Two memories came back: one of a face between a westering sun and a golden sea, and I hesitated; the other, of a cold, pallid, disdainful look from the royal box.
“I go.”
And entering the council chamber, I signed the papers without one glance at the terms. Gentlemen sat all about the long table, and at the head was the governor of the company—the Duke of York, talking freely with M. de Radisson.
My Lord Ashley would know if anything but furs grew in that wild New World.
“Furs?” says M. Radisson. “Sir, mark my words, ’tis a world that grows empires—also men,” with an emphasis which those court dandies could not understand.
But the wise gentlemen only smiled at M. Radisson’s warmth.
“If it grew good soldiers for our wars—” begins one military gentleman.
“Aye,” flashes back M. Radisson ironically, “if it grows men for your wars and your butchery and your shambles!
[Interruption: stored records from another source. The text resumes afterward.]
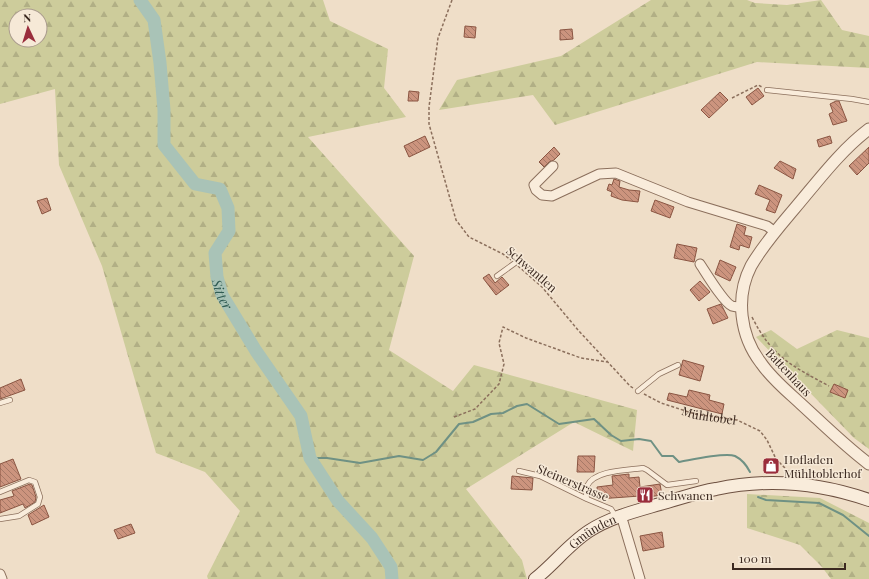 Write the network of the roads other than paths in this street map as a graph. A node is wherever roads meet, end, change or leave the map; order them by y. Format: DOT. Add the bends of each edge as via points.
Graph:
graph roads {
  1 [pos="767,90"];
  2 [pos="869,102"];
  3 [pos="869,129"];
  4 [pos="553,166"];
  5 [pos="775,232"];
  6 [pos="515,263"];
  7 [pos="700,264"];
  8 [pos="497,276"];
  9 [pos="742,307"];
  10 [pos="678,365"];
  11 [pos="638,391"];
  12 [pos="10,400"];
  13 [pos="0,403"];
  14 [pos="869,464"];
  15 [pos="518,471"];
  16 [pos="696,481"];
  17 [pos="0,492"];
  18 [pos="587,499"];
  19 [pos="869,500"];
  20 [pos="618,516"];
  21 [pos="0,519"];
  22 [pos="0,574"];
  23 [pos="2,579"];
  24 [pos="535,579"];
  25 [pos="640,579"];
  1 -- 2 [label="lane"];
  3 -- 5 [label="street, Battenhaus" via="849,146"];
  4 -- 5 [label="street" via="534,185 542,195 552,196 599,174 616,172 688,202 767,226"];
  5 -- 9 [label="street, Battenhaus" via="750,268 744,286"];
  6 -- 8 [label="lane"];
  7 -- 9 [label="street" via="729,304 733,307"];
  9 -- 14 [label="street, Battenhaus" via="748,341 766,371"];
  10 -- 11 [label="lane" via="659,374"];
  12 -- 13 [label="lane"];
  15 -- 18 [label="lane, Steinerstrasse" via="540,476"];
  16 -- 18 [label="lane" via="667,485 643,468 604,473 588,485"];
  17 -- 21 [label="lane" via="29,480 35,482 40,497 38,504 19,516"];
  18 -- 20 [label="lane, Steinerstrasse" via="611,508"];
  19 -- 20 [label="main road" via="835,490 795,484 750,484 716,489"];
  20 -- 24 [label="main road, Gmünden" via="578,539"];
  20 -- 25 [label="street, Gmünden"];
  22 -- 23 [label="street"];
} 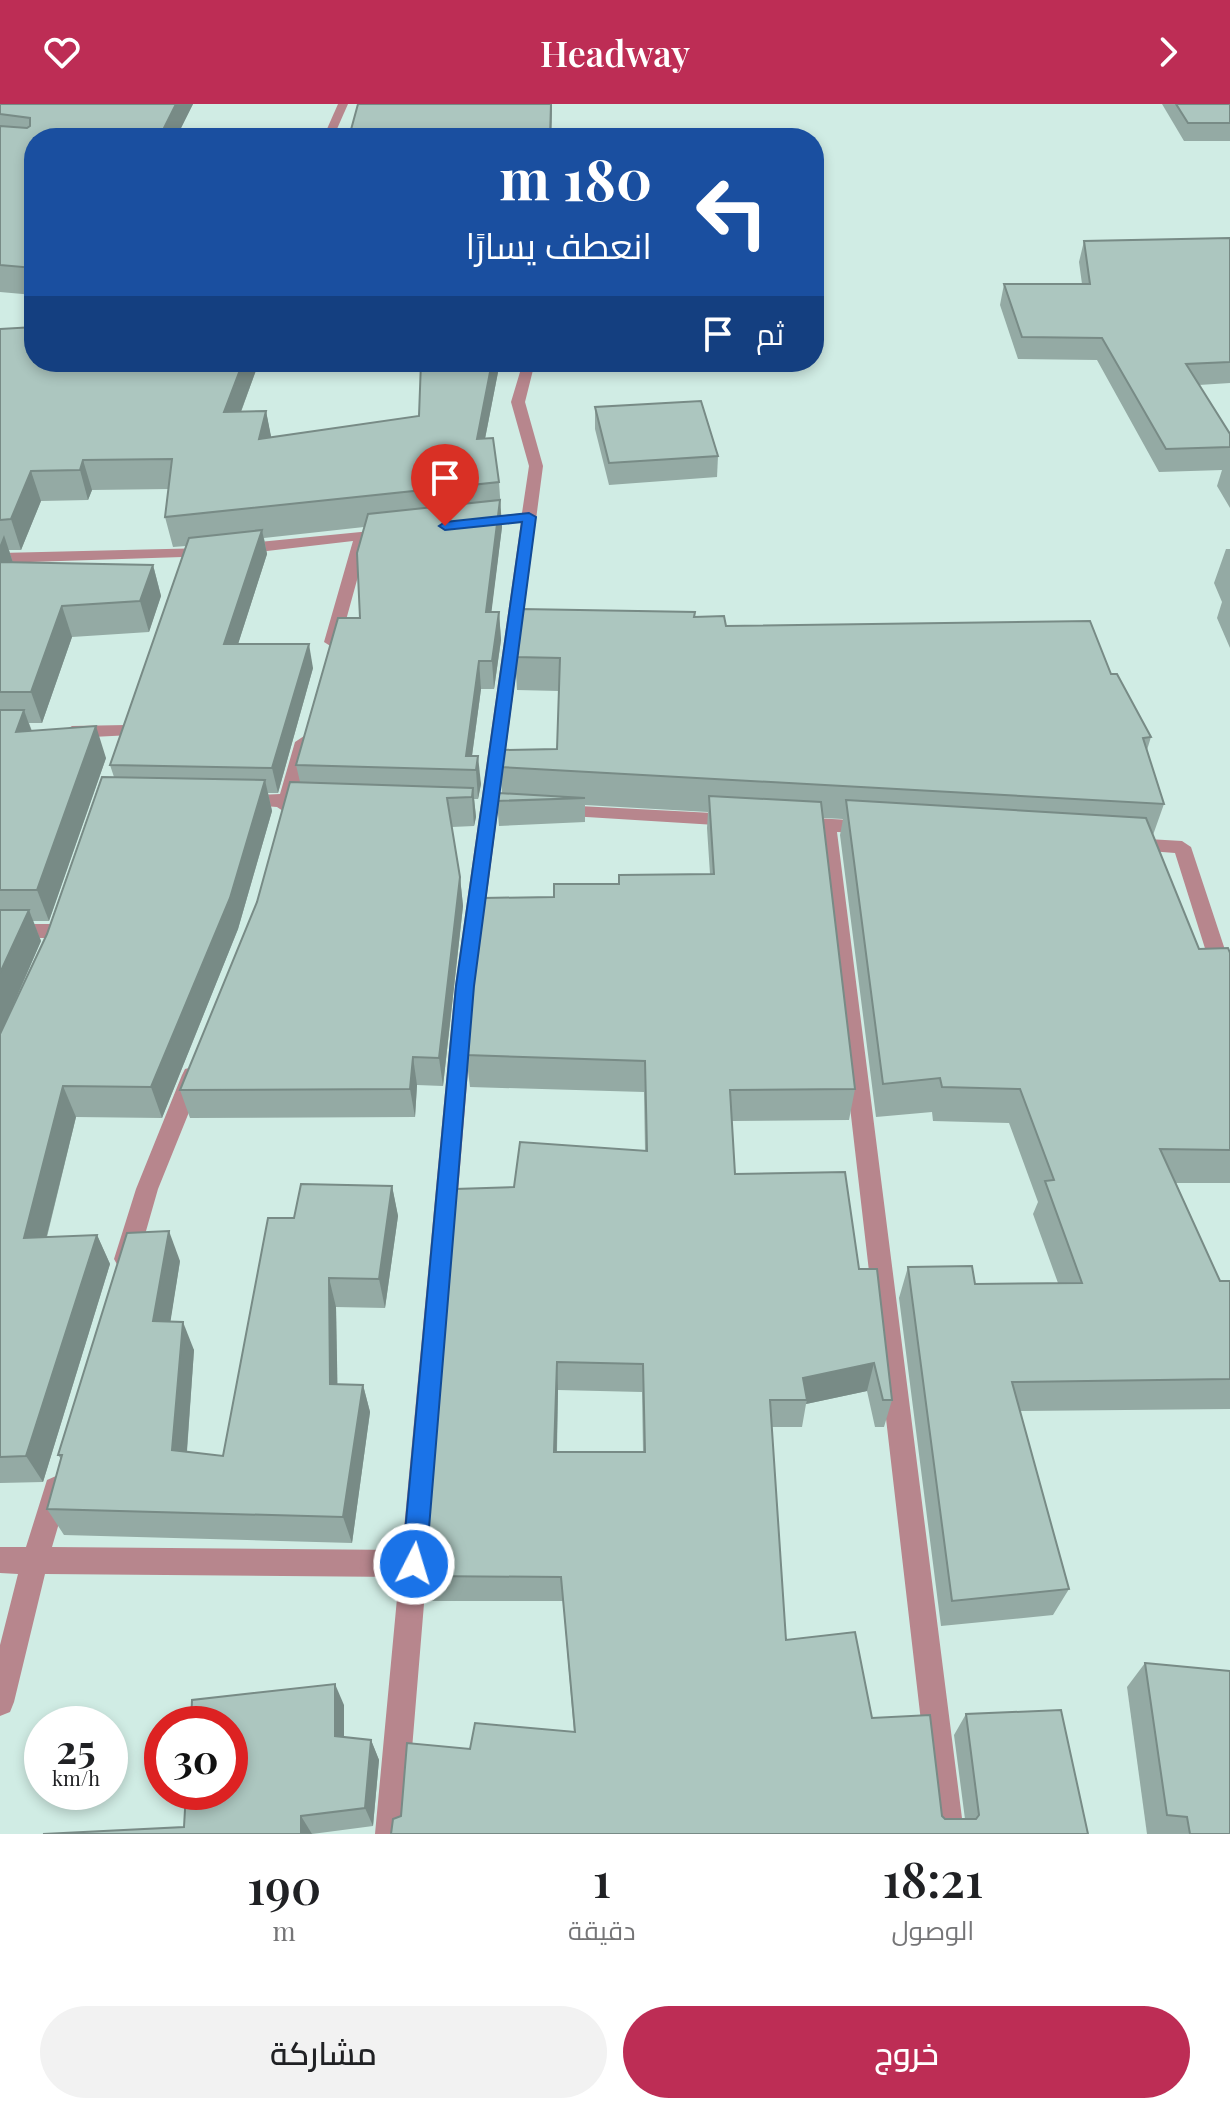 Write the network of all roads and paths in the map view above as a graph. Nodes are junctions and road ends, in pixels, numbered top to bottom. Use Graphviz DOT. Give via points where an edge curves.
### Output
graph roads {
  1 [pos="343,104"];
  2 [pos="332,128"];
  3 [pos="526,372"];
  4 [pos="529,517"];
  5 [pos="453,526"];
  6 [pos="392,532"];
  7 [pos="362,536"];
  8 [pos="0,558"];
  9 [pos="325,668"];
  10 [pos="308,727"];
  11 [pos="127,731"];
  12 [pos="47,732"];
  13 [pos="226,800"];
  14 [pos="288,800"];
  15 [pos="334,802"];
  16 [pos="535,810"];
  17 [pos="750,821"];
  18 [pos="781,823"];
  19 [pos="827,825"];
  20 [pos="280,829"];
  21 [pos="889,829"];
  22 [pos="1105,842"];
  23 [pos="0,931"];
  24 [pos="51,953"];
  25 [pos="1230,996"];
  26 [pos="199,1060"];
  27 [pos="120,1278"];
  28 [pos="62,1471"];
  29 [pos="0,1560"];
  30 [pos="35,1560"];
  31 [pos="414,1564"];
  32 [pos="0,1702"];
  33 [pos="390,1834"];
  34 [pos="949,1834"];
  1 -- 2 [label="street"];
  3 -- 4 [label="street" via="518,402 536,466"];
  4 -- 5 [label="street"];
  4 -- 31 [label="street" via="465,986"];
  6 -- 7 [label="street"];
  7 -- 8 [label="street" via="184,562"];
  7 -- 9 [label="street"];
  10 -- 14 [label="street"];
  11 -- 12 [label="street"];
  13 -- 14 [label="street"];
  14 -- 15 [label="street"];
  14 -- 20 [label="street"];
  16 -- 17 [label="street"];
  18 -- 19 [label="street"];
  19 -- 21 [label="street"];
  19 -- 34 [label="street"];
  22 -- 25 [label="street" via="1182,847"];
  23 -- 24 [label="street" via="61,924"];
  26 -- 27 [label="street" via="147,1189"];
  28 -- 30 [label="street"];
  29 -- 30 [label="street"];
  30 -- 31 [label="street"];
  30 -- 32 [label="street"];
  31 -- 33 [label="street"];
} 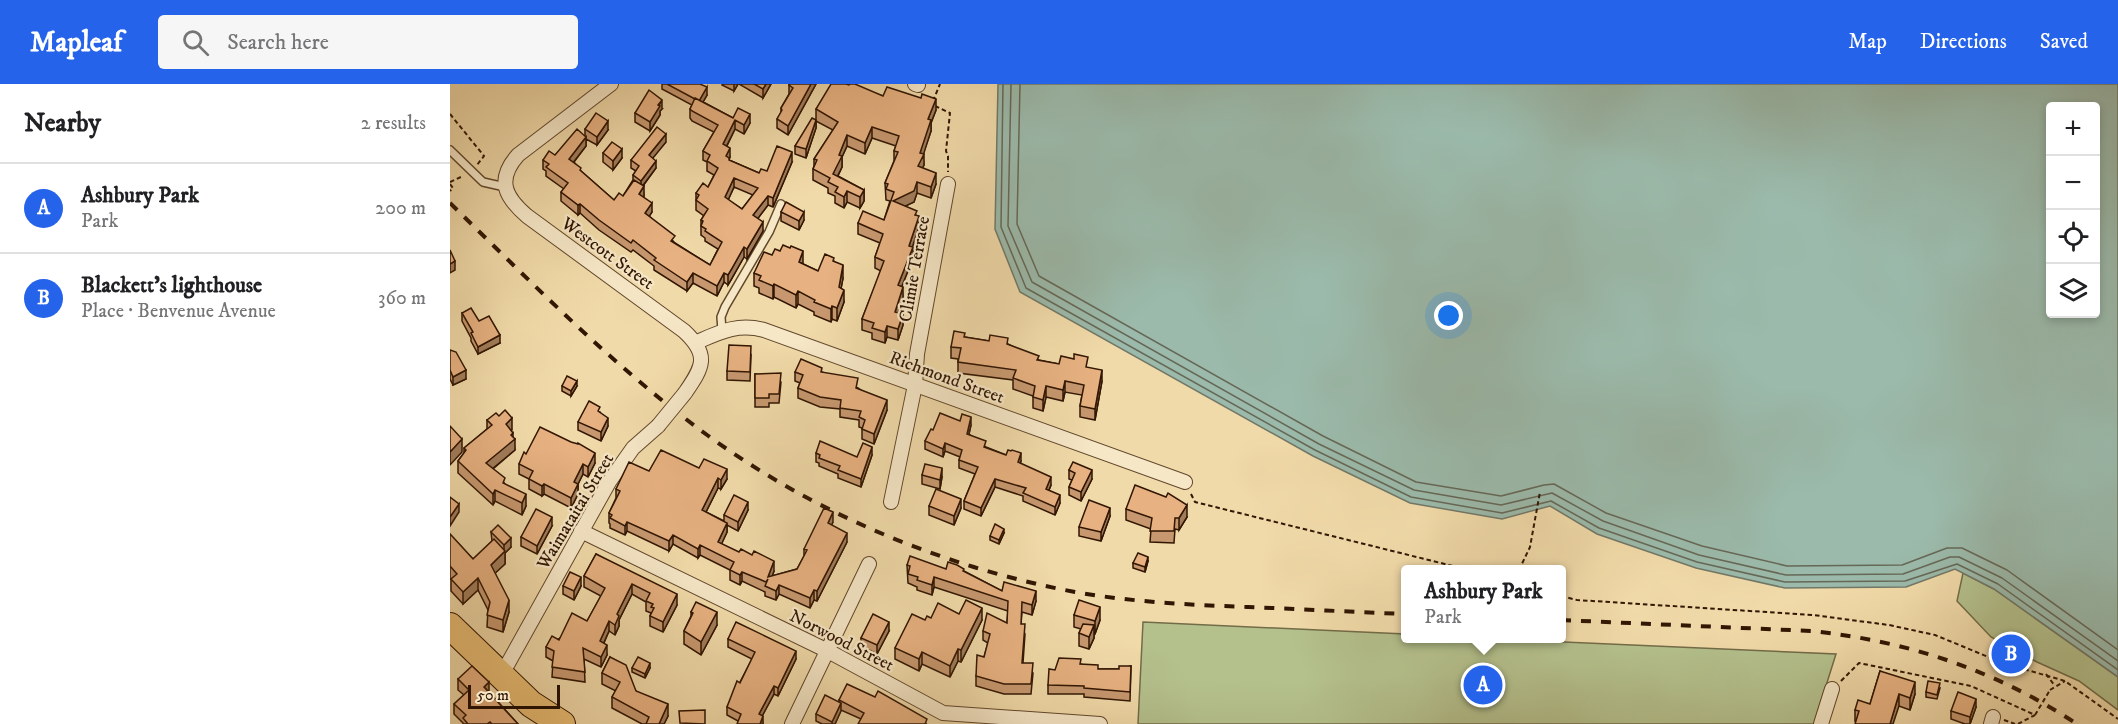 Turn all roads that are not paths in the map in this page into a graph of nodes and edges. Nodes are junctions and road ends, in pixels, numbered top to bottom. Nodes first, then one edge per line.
1 (611, 84) edge
2 (450, 150) edge
3 (948, 184) road end
4 (505, 187) junction
5 (781, 204) dead end
6 (722, 331) junction
7 (697, 342) junction
8 (915, 385) junction
9 (1185, 482) road end
10 (891, 502) dead end
11 (581, 531) junction
12 (869, 564) dead end
13 (450, 626) edge
14 (828, 651) junction
15 (501, 676) junction
16 (1832, 689) road end
17 (943, 719) edge
18 (562, 724) edge
19 (792, 724) edge
20 (1100, 724) edge
21 (1821, 724) edge

1 - 4 street
2 - 4 lane
3 - 8 street, Climie Terrace
4 - 7 street, Westcott Street
5 - 6 lane
6 - 7 street, Richmond Street
6 - 8 street, Richmond Street
7 - 11 street, Waimataitai Street, bridge
8 - 9 street, Richmond Street
8 - 10 street, Climie Terrace
11 - 14 street, Norwood Street
11 - 15 street, Waimataitai Street
12 - 14 street
13 - 15 highway
14 - 17 street, Norwood Street
14 - 19 street
15 - 18 highway
16 - 21 street
17 - 20 street, Norwood Street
Mark my words: it is a land that grows men good for more than killing,” and he smiles half in bitterness.
“’Tis a prodigious expensive land in diplomacy when men like you are let loose in it,” remarks Arlington.
His Royal Highness rose to take his leave.
“You will present a full report to His Majesty at Oxford,” he orders M. Radisson in parting.
Then the council dispersed.
“Oxford,” says M. Radisson, as we picked our way home through the dark streets; “an I go to meet the king at Oxford, you will see a hornets’ nest of jealousy about my ears.”
I did not tell him of the double work implied in Sir John’s words with the prince, for Sir John Kirke was Pierre Radisson’s father-in-law. At the door of the Star and Garter mine host calls out that a strange-looking fellow wearing a grizzled beard and with a wife as from foreign parts had been waiting all afternoon for me in my rooms.
“From foreign parts!” repeats M. Radisson, getting into a chair to go to Sir John’s house in Drury Lane. “If they’re French spies, send them right about, Ramsay! We’ve stopped gamestering!”